The birds spend most of the day foraging for insects and other invertebrates, dashing a few steps, sometimes pausing with one foot delicately lifted, before snapping up their prey. Some birds strictly patrol the borders of a winter feeding territory during the day. The territories are much smaller than breeding ones. Other birds seem to care less, feeding in small, loose groups. Perhaps they aren’t experienced enough to hold their own territory. Perhaps these are just different strategies for survival.

At dusk, the plovers move to communal overnight roosting areas, often on top of buildings. Like squabbling siblings in the back seat of a car, however, they don’t let other birds get too close. Owls and feral cats are the main predators, so snoozing among friends provides the protection of extra lookouts. Although the average plover’s lifespan is about five or six years, some individuals live for decades. The record is about 21 years.

Along with the personality change, the birds have a new alias as well: in Hawaiian, the name for Pacific golden-plover is “Kolea.” The name supposedly mimics the calls the birds make. It also means “one who takes and leaves,” which perfectly describes the feeding frenzy to fatten up before leaving for lands beyond the northern horizon.

Legend says the Kolea, as they flew north, may have aided ancient Polynesian seafarers in discovering the Hawaiian Islands. There are traditional songs and hulas about the Kolea. Some of the songs convey how the Kolea feeds and fattens up, then disappears to an unknown land to lay its eggs. In legends, the god of healing, Koleamoku, could turn himself into a Kolea. They were also messengers to the high chiefs from the gods.

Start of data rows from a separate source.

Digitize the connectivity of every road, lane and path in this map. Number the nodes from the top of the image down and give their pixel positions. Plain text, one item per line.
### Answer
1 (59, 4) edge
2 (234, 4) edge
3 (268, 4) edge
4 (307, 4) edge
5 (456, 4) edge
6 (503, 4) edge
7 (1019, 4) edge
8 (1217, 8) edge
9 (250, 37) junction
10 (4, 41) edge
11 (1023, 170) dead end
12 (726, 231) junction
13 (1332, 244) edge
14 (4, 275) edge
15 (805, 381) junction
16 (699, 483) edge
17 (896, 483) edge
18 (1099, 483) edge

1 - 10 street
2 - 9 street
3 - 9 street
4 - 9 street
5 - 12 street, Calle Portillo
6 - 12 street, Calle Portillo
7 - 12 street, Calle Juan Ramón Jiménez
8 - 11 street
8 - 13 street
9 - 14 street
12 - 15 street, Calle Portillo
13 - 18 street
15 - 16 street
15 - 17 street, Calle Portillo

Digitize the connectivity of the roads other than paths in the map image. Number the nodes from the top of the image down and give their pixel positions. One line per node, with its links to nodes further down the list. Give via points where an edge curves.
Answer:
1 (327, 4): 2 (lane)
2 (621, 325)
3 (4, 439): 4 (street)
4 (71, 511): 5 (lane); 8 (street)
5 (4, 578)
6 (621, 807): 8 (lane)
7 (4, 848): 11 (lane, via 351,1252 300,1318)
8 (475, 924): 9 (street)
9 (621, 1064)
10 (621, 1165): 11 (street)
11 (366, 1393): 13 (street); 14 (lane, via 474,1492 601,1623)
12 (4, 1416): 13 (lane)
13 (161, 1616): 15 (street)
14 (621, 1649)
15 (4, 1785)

Below is a translation of one of the songs (“Kahiki” means a place outside Hawaii):

‘Olelo No’eau:

Ai keke na hulu o ka umauma

ho’i ke kolea i Kahiki e hanau ai

When the feathers darken on the breasts,

the kolea returns to Kahiki to breed

‘Ai no ke kolea a momona ho’i i Kahiki!

The kolea eats until he is fat, then returns to the land from which he came!

I ho’okauhua i ke kolea,

no Kahiki ana ke keiki

When there is a desire for plovers,

the child to be born will travel to Kahiki

Kolea no ke kolea i knoa inoa iho

The plover can only cry its own name

O ka hua o ke kolea aia i Kahiki

The egg of the kolea is laid in a foreign land

— from Mary Kawena Pukui, ‘0lelo No’eau: Hawai‘ian Proverbs and Poetical Sayings, Bishop Museum Press 1983

Today, the birds are favorites of many human residents of Hawaii. A “Kolea Watch” citizen science project asks volunteers to report when birds head north, trying to pinpoint timing. There is a “Krazy for Kolea Kontest” held by the Molokai Dispatch (a local newspaper) and the Hawaii Audubon Society, offering prizes for the first confirmed Kolea sightings in the fall and for reporting banded birds.

Another seafarer left a written record tying the Kolea to their northern home: Captain James Cook. He noted the birds on a trip to Tahiti, wondering if they nested on the mythical Great Southern Continent he sought between Australia and New Zealand. When he was searching for the Northwest Passage in the Bering Sea, his crew spotted a plover flying south and guessed it came from land somewhere north.

It’s breathtaking to think of the alternate life these birds live so far from Alaska, for millenia their beating wings tying two parts of the globe together long before humans knew it was possible.

• Beth Peluso is a freelance writer and illustrator and avid birder. She enjoys spying on wildlife across Alaska.